BEGIN

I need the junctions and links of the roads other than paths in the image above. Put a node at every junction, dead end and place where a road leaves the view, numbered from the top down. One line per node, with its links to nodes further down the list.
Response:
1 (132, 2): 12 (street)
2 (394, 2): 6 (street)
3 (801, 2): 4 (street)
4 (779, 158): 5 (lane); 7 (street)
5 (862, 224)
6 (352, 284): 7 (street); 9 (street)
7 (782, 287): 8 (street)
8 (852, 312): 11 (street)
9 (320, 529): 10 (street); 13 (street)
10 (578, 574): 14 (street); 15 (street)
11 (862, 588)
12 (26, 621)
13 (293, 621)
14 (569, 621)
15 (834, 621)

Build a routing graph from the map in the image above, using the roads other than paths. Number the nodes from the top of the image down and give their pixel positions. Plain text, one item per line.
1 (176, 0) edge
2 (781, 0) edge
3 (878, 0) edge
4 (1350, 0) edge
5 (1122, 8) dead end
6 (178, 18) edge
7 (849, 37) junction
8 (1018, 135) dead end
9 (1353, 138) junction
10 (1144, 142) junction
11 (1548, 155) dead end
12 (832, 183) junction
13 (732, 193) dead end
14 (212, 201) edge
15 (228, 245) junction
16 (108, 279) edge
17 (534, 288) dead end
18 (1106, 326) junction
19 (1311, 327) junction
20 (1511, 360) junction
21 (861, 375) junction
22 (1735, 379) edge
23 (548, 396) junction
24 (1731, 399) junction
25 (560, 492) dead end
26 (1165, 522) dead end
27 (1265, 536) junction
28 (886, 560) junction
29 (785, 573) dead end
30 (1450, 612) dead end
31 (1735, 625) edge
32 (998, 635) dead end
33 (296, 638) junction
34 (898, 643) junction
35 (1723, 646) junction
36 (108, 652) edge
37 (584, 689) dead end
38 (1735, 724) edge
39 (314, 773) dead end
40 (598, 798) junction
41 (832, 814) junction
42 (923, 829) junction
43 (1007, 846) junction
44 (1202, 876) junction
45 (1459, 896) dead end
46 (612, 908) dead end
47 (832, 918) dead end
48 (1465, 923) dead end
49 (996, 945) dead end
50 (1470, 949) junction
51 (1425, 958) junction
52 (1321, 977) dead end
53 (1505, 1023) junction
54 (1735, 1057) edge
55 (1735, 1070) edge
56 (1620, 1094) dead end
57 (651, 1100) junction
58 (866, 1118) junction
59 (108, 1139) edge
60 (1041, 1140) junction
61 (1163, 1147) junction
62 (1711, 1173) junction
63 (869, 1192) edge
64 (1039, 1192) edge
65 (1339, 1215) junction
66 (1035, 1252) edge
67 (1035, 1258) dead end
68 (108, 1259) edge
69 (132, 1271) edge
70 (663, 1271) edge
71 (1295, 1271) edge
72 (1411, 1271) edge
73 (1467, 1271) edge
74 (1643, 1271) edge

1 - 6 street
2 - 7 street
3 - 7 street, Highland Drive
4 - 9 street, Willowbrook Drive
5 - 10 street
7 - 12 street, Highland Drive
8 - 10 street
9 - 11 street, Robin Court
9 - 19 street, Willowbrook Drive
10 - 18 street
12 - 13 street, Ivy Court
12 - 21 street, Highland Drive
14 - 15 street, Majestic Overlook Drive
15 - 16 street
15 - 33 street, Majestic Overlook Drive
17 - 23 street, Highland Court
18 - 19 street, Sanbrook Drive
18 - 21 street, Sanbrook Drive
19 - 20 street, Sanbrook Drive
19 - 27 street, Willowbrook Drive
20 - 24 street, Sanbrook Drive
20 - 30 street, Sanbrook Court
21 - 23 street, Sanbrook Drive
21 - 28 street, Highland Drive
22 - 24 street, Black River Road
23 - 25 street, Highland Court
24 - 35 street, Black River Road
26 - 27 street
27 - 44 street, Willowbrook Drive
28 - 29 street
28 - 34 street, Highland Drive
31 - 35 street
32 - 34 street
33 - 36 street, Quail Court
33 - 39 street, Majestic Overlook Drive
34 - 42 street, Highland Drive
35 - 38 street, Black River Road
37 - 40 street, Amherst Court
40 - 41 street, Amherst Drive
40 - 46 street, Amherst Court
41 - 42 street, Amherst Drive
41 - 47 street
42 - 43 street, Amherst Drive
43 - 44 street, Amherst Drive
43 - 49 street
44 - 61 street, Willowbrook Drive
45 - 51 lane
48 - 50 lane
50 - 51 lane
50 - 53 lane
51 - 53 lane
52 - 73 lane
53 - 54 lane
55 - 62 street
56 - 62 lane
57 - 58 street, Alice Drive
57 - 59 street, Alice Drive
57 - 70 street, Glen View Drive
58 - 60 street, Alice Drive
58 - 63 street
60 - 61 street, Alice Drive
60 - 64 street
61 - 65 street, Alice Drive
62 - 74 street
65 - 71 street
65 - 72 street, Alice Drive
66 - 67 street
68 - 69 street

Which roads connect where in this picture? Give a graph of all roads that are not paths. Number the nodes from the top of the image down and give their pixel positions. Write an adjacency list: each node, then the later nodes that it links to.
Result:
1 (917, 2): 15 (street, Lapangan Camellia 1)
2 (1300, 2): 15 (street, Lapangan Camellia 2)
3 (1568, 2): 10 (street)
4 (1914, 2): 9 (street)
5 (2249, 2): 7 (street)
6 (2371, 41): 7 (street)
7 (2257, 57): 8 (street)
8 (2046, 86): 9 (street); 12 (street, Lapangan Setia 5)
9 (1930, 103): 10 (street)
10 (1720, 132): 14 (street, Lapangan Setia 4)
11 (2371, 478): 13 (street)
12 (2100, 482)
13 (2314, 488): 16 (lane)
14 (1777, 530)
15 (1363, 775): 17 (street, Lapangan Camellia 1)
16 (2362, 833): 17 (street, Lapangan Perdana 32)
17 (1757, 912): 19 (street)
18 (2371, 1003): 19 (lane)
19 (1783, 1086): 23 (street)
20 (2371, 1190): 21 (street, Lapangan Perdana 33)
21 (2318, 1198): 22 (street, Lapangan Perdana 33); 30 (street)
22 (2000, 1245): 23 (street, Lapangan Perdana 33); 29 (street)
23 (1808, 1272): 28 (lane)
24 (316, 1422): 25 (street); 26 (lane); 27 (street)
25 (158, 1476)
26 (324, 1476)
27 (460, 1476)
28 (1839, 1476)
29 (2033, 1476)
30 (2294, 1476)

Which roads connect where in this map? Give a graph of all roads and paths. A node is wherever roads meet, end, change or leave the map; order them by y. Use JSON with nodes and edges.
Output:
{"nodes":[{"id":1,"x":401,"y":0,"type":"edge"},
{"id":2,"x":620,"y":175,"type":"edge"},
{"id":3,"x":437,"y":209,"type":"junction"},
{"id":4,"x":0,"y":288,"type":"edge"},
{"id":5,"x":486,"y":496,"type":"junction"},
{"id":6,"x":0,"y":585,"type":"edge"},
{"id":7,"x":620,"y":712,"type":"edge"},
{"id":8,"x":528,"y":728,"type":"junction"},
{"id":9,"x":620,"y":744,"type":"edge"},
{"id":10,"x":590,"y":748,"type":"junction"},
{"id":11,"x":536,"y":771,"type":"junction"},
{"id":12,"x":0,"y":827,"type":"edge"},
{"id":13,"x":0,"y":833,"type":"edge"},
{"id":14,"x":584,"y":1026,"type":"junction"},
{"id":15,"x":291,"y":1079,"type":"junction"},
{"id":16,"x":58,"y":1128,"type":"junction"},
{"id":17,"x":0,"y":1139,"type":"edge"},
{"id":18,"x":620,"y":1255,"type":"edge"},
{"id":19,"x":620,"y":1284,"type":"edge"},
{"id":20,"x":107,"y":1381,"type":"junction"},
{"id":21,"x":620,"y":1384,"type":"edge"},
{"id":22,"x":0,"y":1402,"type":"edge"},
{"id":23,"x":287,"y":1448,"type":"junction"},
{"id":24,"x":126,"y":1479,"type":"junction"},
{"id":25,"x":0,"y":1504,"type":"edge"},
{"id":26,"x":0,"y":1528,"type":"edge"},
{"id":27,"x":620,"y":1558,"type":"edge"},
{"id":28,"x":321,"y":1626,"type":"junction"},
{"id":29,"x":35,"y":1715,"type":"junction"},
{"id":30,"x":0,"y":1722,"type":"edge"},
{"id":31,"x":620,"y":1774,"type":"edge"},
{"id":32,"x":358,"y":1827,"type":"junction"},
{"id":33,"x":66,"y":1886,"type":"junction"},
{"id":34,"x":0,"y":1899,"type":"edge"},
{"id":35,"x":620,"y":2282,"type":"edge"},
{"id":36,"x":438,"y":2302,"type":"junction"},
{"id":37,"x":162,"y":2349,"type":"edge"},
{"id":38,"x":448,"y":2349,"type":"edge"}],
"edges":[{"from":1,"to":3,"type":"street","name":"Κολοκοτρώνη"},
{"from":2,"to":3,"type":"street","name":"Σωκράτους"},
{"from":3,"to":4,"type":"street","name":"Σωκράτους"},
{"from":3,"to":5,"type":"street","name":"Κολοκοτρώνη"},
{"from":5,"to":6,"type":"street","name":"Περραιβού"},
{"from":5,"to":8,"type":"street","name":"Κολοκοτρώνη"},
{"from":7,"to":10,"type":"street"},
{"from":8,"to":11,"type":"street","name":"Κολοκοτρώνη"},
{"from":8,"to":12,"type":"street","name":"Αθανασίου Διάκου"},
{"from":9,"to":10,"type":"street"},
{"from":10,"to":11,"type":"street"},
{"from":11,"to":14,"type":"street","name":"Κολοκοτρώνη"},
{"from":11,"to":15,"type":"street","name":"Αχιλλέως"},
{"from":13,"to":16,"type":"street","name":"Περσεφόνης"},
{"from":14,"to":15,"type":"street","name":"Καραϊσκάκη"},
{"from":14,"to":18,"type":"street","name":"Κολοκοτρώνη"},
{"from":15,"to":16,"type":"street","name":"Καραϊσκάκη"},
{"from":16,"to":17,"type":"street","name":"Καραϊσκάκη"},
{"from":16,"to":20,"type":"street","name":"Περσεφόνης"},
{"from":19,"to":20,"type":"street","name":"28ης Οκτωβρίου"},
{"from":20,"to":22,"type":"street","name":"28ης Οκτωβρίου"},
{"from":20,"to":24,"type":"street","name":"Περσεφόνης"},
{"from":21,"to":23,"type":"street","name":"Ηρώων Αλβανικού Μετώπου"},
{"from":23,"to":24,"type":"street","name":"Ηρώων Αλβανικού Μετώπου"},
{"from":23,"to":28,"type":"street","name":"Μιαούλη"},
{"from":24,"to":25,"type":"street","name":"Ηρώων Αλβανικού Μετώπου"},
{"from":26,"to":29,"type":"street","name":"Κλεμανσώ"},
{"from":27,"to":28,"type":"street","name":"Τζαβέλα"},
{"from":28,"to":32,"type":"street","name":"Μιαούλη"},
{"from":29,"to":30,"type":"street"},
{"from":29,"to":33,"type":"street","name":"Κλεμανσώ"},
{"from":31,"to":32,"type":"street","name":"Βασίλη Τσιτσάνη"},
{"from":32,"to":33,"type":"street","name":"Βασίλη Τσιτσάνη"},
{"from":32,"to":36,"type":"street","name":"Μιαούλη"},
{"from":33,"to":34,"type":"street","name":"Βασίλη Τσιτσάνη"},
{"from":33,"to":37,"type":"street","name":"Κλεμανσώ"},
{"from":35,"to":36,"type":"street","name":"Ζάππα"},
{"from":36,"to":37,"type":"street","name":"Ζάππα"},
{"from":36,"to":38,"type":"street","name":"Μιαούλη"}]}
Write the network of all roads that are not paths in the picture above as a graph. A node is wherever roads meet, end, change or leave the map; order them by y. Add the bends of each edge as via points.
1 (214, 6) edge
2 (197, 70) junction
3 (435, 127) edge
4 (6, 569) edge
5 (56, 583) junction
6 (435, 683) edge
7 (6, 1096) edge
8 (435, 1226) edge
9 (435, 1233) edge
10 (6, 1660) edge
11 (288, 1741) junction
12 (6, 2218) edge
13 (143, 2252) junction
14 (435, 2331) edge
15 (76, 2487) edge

END

Work instructions:
Each line of the material that contains the string "Αλβανικού" has to be copied out.

Result for this exercise:
{"from":21,"to":23,"type":"street","name":"Ηρώων Αλβανικού Μετώπου"},
{"from":23,"to":24,"type":"street","name":"Ηρώων Αλβανικού Μετώπου"},
{"from":24,"to":25,"type":"street","name":"Ηρώων Αλβανικού Μετώπου"},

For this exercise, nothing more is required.